Index 256 out of bounds for length 256

Hi Team,
I am trying to execute api like this in elasticsearch

GET /_analyze
{
  "tokenizer": "keyword",
  "char_filter": [
    {
      "type": "mapping",
      "mappings": ["is a test data is a test data is a test data is a test data is a test data is a test data is a test data is a test data is a test data is a test data is a test data is a test data is a test data is a test data is a test data is a test data is a test data  is a test data is a test data is a test data is a test data is a test data is a test data is a test data is a test data is a test data is a test data => test"]
    }
  ],
  
  "text": "heart malignant hemangiopericytoma is a test data"
}

echo error: "Index 256 out of bounds for length 256",
This error mabye that the mappings length cannot exceed 256, but my project needs more

Replacing really long strings is not necessarily what a char filter is designed for. What is the problem you are trying to solve using analysis with this char filter (at a higher level)?

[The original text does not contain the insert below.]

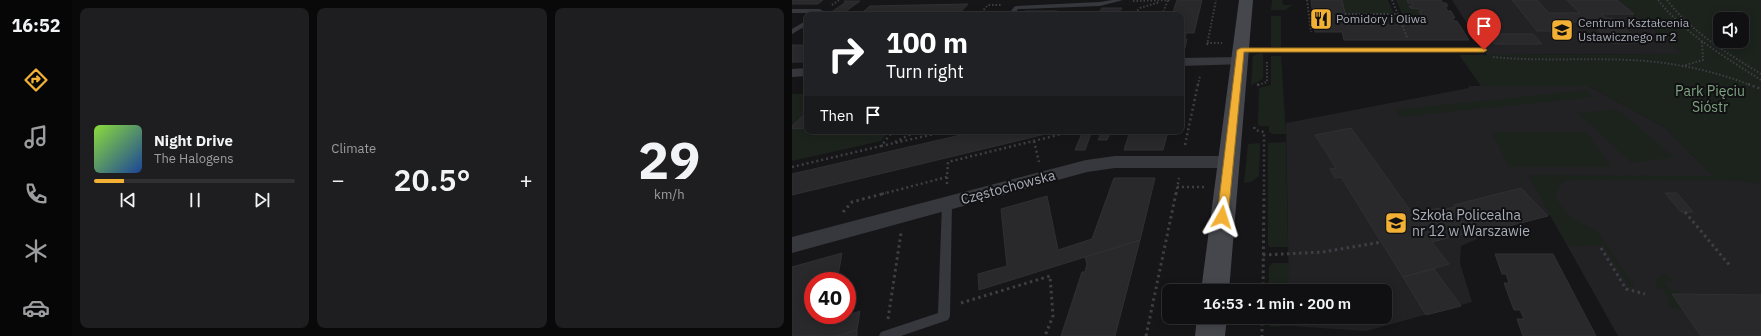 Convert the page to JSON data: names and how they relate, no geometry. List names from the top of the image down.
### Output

Can you please elaborate on the problem and use case and also provide a realistic example of how you want your data analyzed?

I have a project
"benzylpenicillin allergy" is a keyword , this equals "benzyl penicillin allergy".

Now, there is a text

POST /index/_doc
{
    "text": "benzyl penicillin allergy should not be used in tissues with poor blood flow. If allergic symptoms occur (e.g. skin rash, itching, shortness of breath), tell a doctor immediately . Before treatment, a hypersensitivity test should be performed if possible."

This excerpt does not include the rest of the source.